NFL’s TV deals hedge against work stoppage
The NFL has structured its media contracts to continue paying the owners in the event of a work stoppage, the same controversial mechanism used earlier this decade and which a federal court judge ruled against in 2011.
The current CBA expires after the 2021 season, and the two sides have begun financially preparing for what appears to be another tough set of negotiations and the potential loss of games.
Asked at the league’s recent meetings in New York whether those media contracts have the work stoppage provision, Green Bay Packers President Mark Murphy replied affirmatively. Murphy is a member of the eight-owner labor negotiating committee.
Previously, the NFL in 2008 had re-negotiated those TV contracts to contain the provisions, meaning at the time those contracts were only a few years old when the four-month lockout occurred in 2011. The Hall of Fame game was the only preseason contest lost to the lockout.
In 2011, the provisions would have paid owners for up to two years of lost games. But because the current contracts are longer than the previous ones, the number of seasons the owners would now get paid for without games is longer as well.

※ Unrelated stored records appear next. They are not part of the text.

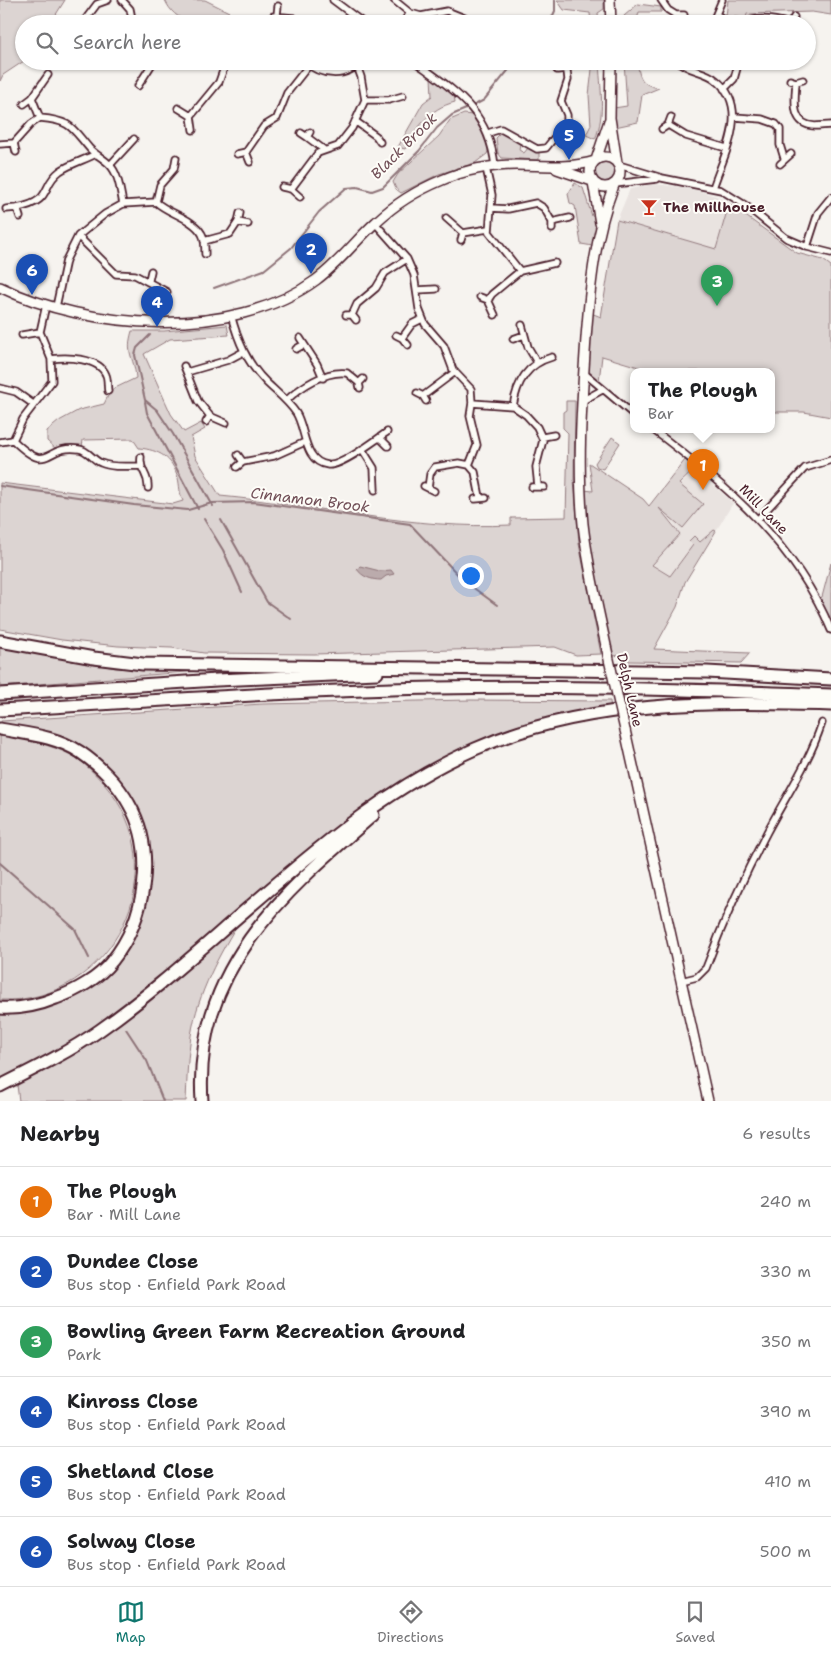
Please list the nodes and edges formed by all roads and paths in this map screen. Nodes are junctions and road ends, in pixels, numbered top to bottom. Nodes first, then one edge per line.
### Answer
1 (108, 0) edge
2 (122, 0) edge
3 (333, 0) edge
4 (394, 0) edge
5 (610, 0) edge
6 (661, 0) edge
7 (722, 0) edge
8 (278, 6) dead end
9 (410, 13) joint
10 (89, 15) edge
11 (131, 15) edge
12 (277, 15) edge
13 (353, 15) edge
14 (417, 15) edge
15 (426, 15) edge
16 (457, 15) edge
17 (611, 15) edge
18 (675, 15) edge
19 (717, 15) edge
20 (148, 70) edge
21 (223, 70) edge
22 (302, 70) edge
23 (320, 70) edge
24 (350, 70) edge
25 (360, 70) edge
26 (426, 70) edge
27 (567, 70) edge
28 (611, 70) edge
29 (691, 70) edge
30 (736, 70) edge
31 (38, 74) dead end
32 (803, 80) dead end
33 (138, 86) dead end
34 (724, 89) junction
35 (403, 96) dead end
36 (32, 98) junction
37 (365, 100) junction
38 (389, 100) junction
39 (24, 104) dead end
40 (178, 108) dead end
41 (390, 108) dead end
42 (191, 116) junction
43 (671, 117) dead end
44 (734, 117) junction
45 (40, 118) junction
46 (610, 118) junction
47 (355, 121) junction
48 (831, 125) edge
49 (193, 130) dead end
50 (301, 133) dead end
51 (488, 134) junction
52 (134, 139) dead end
53 (14, 142) junction
54 (380, 142) dead end
55 (526, 143) junction
56 (0, 144) edge
57 (726, 148) junction
58 (323, 149) junction
59 (523, 149) dead end
60 (16, 152) dead end
61 (246, 152) junction
62 (96, 154) junction
63 (237, 154) dead end
64 (791, 154) dead end
65 (176, 158) dead end
66 (784, 158) junction
67 (596, 160) junction
68 (250, 162) dead end
69 (618, 164) junction
70 (780, 164) dead end
71 (110, 165) junction
72 (490, 167) junction
73 (553, 168) junction
74 (662, 178) junction
75 (593, 182) junction
76 (615, 184) junction
77 (282, 187) dead end
78 (290, 188) junction
79 (712, 188) junction
80 (300, 196) dead end
81 (831, 197) edge
82 (156, 202) junction
83 (123, 204) junction
84 (17, 208) junction
85 (491, 208) junction
86 (6, 209) dead end
87 (240, 213) dead end
88 (20, 217) dead end
89 (446, 218) dead end
90 (570, 218) dead end
91 (238, 222) junction
92 (552, 222) junction
93 (375, 223) junction
94 (248, 224) dead end
95 (600, 228) junction
96 (488, 229) junction
97 (552, 229) dead end
98 (463, 233) junction
99 (78, 236) junction
100 (461, 240) dead end
101 (204, 241) junction
102 (807, 247) junction
103 (831, 253) edge
104 (205, 254) dead end
105 (407, 259) junction
106 (555, 263) dead end
107 (151, 271) dead end
108 (520, 271) junction
109 (149, 280) junction
110 (0, 287) edge
111 (436, 289) dead end
112 (417, 290) junction
113 (167, 292) dead end
114 (480, 297) dead end
115 (488, 300) junction
116 (46, 304) junction
117 (56, 307) junction
118 (495, 314) dead end
119 (231, 316) junction
120 (351, 317) dead end
121 (422, 319) junction
122 (522, 325) dead end
123 (40, 332) junction
124 (22, 335) dead end
125 (524, 336) junction
126 (300, 338) dead end
127 (513, 339) dead end
128 (304, 345) junction
129 (408, 345) dead end
130 (296, 349) dead end
131 (243, 352) junction
132 (552, 356) dead end
133 (51, 360) junction
134 (537, 362) junction
135 (113, 372) dead end
136 (455, 372) junction
137 (584, 373) junction
138 (106, 374) junction
139 (322, 378) junction
140 (361, 383) dead end
141 (0, 388) edge
142 (602, 390) junction
143 (108, 391) dead end
144 (422, 397) dead end
145 (286, 401) junction
146 (582, 401) junction
147 (472, 403) junction
148 (33, 404) junction
149 (513, 406) junction
150 (630, 412) edge
151 (210, 416) junction
152 (206, 422) dead end
153 (226, 423) dead end
154 (387, 432) dead end
155 (657, 433) edge
156 (554, 435) dead end
157 (542, 437) junction
158 (380, 438) junction
159 (13, 440) junction
160 (0, 442) edge
161 (305, 442) junction
162 (388, 446) dead end
163 (362, 449) junction
164 (238, 455) dead end
165 (140, 457) dead end
166 (831, 460) edge
167 (243, 462) junction
168 (469, 465) junction
169 (140, 466) junction
170 (237, 467) dead end
171 (366, 483) dead end
172 (538, 487) dead end
173 (148, 488) dead end
174 (429, 488) dead end
175 (480, 498) dead end
176 (758, 519) junction
177 (831, 630) edge
178 (0, 641) edge
179 (511, 670) junction
180 (831, 679) edge
181 (0, 694) edge
182 (831, 695) edge
183 (831, 705) edge
184 (0, 710) edge
185 (822, 724) dead end
186 (0, 729) edge
187 (410, 783) junction
188 (681, 981) junction
189 (0, 1008) edge
190 (0, 1086) edge
191 (202, 1101) edge
192 (708, 1101) edge

1 - 10 street
2 - 11 street
3 - 13 street
4 - 9 street
5 - 17 street
6 - 18 street
7 - 19 street
8 - 12 street
9 - 14 street
15 - 16 street
20 - 33 street
21 - 42 street
22 - 61 street
23 - 24 street
25 - 37 street
26 - 51 street
27 - 55 street
28 - 46 street
29 - 34 street
30 - 34 street
31 - 36 street
32 - 48 street
34 - 44 street
35 - 38 street
36 - 39 street
36 - 45 street
37 - 38 street
37 - 47 street
38 - 41 street
40 - 42 street
42 - 49 street
43 - 57 street
44 - 57 street
44 - 66 street
45 - 53 street
45 - 62 street
46 - 67 street
46 - 69 street
47 - 54 street
47 - 58 street
50 - 58 street
51 - 55 street
51 - 72 street
52 - 71 street
53 - 56 street
53 - 60 street
55 - 59 street
57 - 79 street
58 - 78 street
61 - 63 street
61 - 68 street
62 - 71 street
62 - 84 street
64 - 66 street
65 - 82 street
66 - 70 street
67 - 69 street
67 - 73 street
67 - 75 street
69 - 74 street
69 - 76 street
71 - 83 street
72 - 73 street
72 - 85 street
72 - 93 street
73 - 75 street
74 - 76 street
74 - 79 street
75 - 76 street
75 - 95 street
76 - 95 street
77 - 78 street
78 - 80 street
79 - 102 street
81 - 102 street
82 - 83 street
82 - 101 street
83 - 99 street
84 - 86 street
84 - 88 street
85 - 92 street
85 - 96 street
87 - 91 street
89 - 98 street
90 - 92 street
91 - 94 street
91 - 101 street
92 - 97 street
93 - 105 street
93 - 119 street
95 - 137 street
96 - 98 street
96 - 108 street
98 - 100 street
99 - 109 street
99 - 117 street
101 - 104 street
102 - 103 street
105 - 112 street
105 - 120 street
106 - 108 street
107 - 109 street
108 - 115 street
109 - 113 street
110 - 116 street
111 - 112 street
112 - 121 street
114 - 115 street
115 - 118 street
116 - 117 street
116 - 123 street
117 - 119 street
119 - 131 street
121 - 129 street
121 - 136 street
122 - 125 street
123 - 124 street
123 - 133 street
125 - 127 street
125 - 134 street
126 - 128 street
128 - 130 street
128 - 139 street
131 - 145 street
131 - 151 street
132 - 134 street
133 - 138 street
133 - 148 street
134 - 149 street
135 - 138 street
136 - 144 street
136 - 147 street
137 - 142 street
137 - 146 street
138 - 143 street
139 - 140 street
139 - 145 street
141 - 148 street
142 - 146 street
142 - 150 street
145 - 161 street
146 - 188 street, Delph Lane, bridge
147 - 149 street
147 - 168 street
148 - 159 street
149 - 157 street
151 - 152 street
151 - 153 street
154 - 158 street
155 - 176 street, Mill Lane
156 - 157 street
157 - 172 street
158 - 162 street
158 - 163 street
159 - 160 street
159 - 169 street
161 - 163 street
161 - 167 street
163 - 171 street
164 - 167 street
165 - 169 street
166 - 176 street
167 - 170 street
168 - 174 street
168 - 175 street
169 - 173 street
176 - 177 street, Mill Lane
178 - 179 highway
179 - 180 highway
179 - 181 highway
182 - 184 highway
183 - 187 highway
185 - 188 street
186 - 189 highway
187 - 190 highway
187 - 191 highway
188 - 192 street, Delph Lane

Asked if the union knew about the current work stoppage provisions, NFLPA spokesman George Atallah wrote in an email, “We are not going to comment on it, but you know that we won that case obviously. We will follow the story with great interest, obviously.”
When Minnesota federal judge David Doty ruled late in the evening of March 1, 2011, the decision exploded across the NFL. The CBA was three days from expiring, and the two sides were engaged in marathon federal mediation sessions in Washington, D.C.

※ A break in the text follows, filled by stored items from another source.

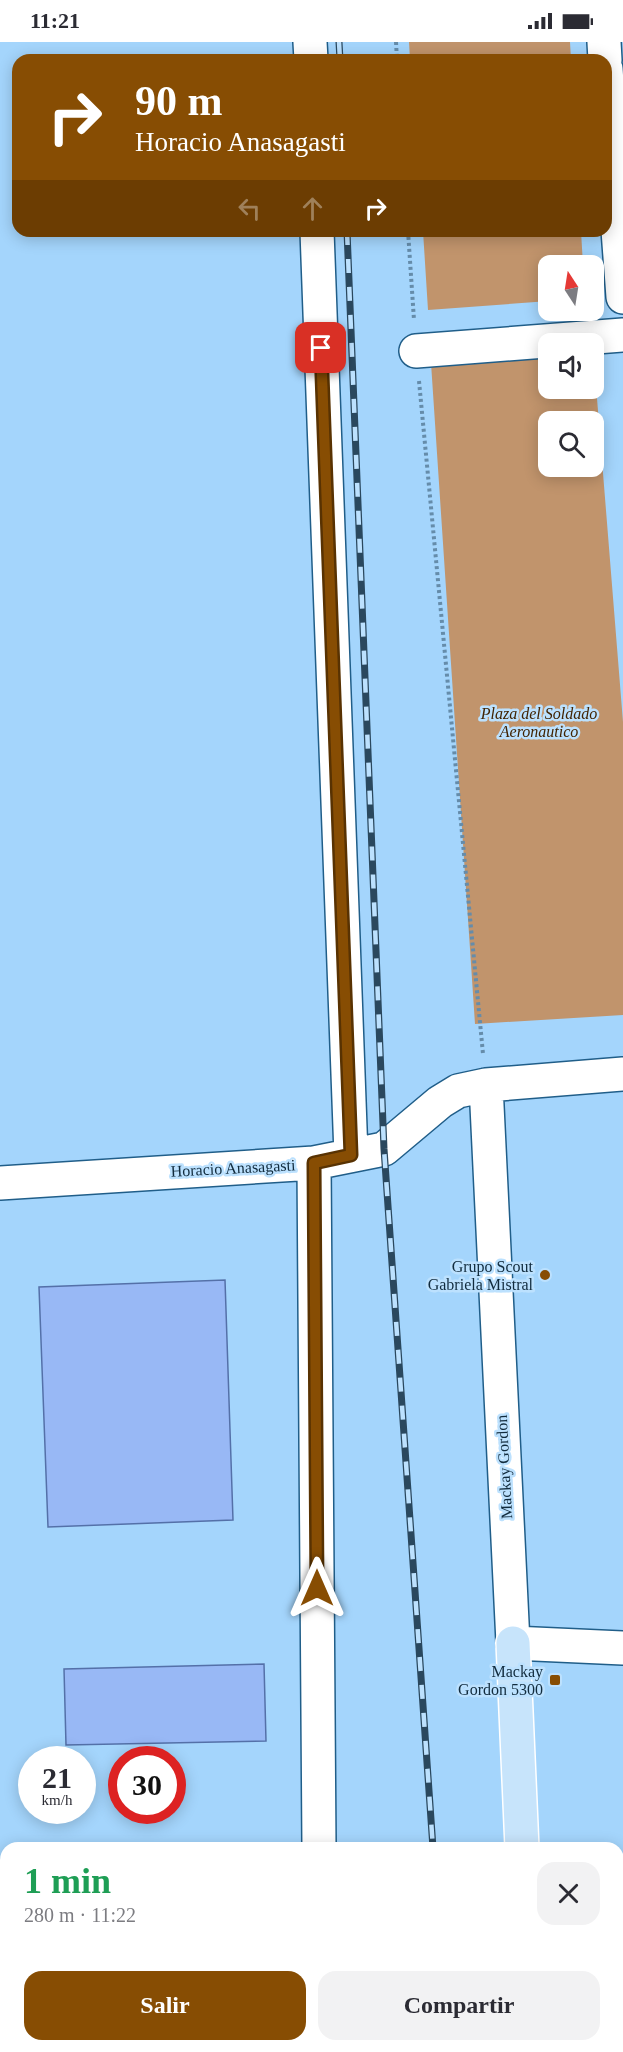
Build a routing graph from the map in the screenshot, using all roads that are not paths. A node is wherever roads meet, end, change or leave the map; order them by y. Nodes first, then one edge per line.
1 (612, 149) edge
2 (317, 237) edge
3 (623, 297) edge
4 (623, 335) edge
5 (416, 351) road end
6 (623, 1074) edge
7 (486, 1085) junction
8 (351, 1155) junction
9 (314, 1163) junction
10 (0, 1184) edge
11 (513, 1643) junction
12 (623, 1648) edge
13 (319, 1842) edge
14 (522, 1842) edge

1 - 3 street
2 - 8 street
4 - 5 street
6 - 7 street, Horacio Anasagasti
7 - 8 street, Horacio Anasagasti
7 - 11 street, Mackay Gordon
8 - 9 street, Horacio Anasagasti
9 - 10 street, Horacio Anasagasti
9 - 13 street
11 - 12 street
11 - 14 main road, Mackay Gordon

“The record shows that the NFL undertook contract renegotiations to advance its own interests and harm the interests of the players,” Doty wrote. “The facts underlying this proceeding illustrate another abuse of that market power wherein various broadcasters of NFL games were ‘convinced’ to grant lucrative work-stoppage payments to the NFL if the NFL decides to institute a lockout.”
Doty’s language helped fuel the players’ decision to walk out of CBA talks on March 11.
The players argued that the NFL had taken less for the broadcast contracts in return for the work-stoppage provisions. The NFL appealed, but ultimately the case was settled as part of the end to the lockout that resulted in the current 10-year CBA.
There are a few differences now compared to the earlier situation. First, the media contracts were not suddenly renegotiated as they were in 2008. Second, Doty ruled on the basis of the antitrust agreement settlement that had governed NFL-NFLPA relations from 1993 through 2011. That agreement was eliminated as part of the CBA deal, so any new claim against the provisions would have to arise from other legal doctrines.
And third, Doty, whom the NFL saw as favorable to the union, no longer oversees their cases. Instead, disputes are randomly assigned to judges in the jurisdiction where cases are filed, likely the Southern District of New York, where the NFL is headquartered.
“No one but Doty would buy it,” said a well-placed source close to the NFL on whether the league should be worried. “I would expect the union to challenge anything and everything.”
The NFLPA has been preparing for a potential work stoppage, holding back group royalty fees from players and encouraging them to save their money. And there remains no love lost between the sides, which rarely see eye to eye.
“I represent the players and Roger [Goodell] represents the bad people,” NFLPA Executive Director DeMaurice Smith on Oct. 19 told the University of Michigan Sport Business Conference. Pressed if he actually believed the commissioner of the NFL represented “bad” people, Smith replied affirmatively.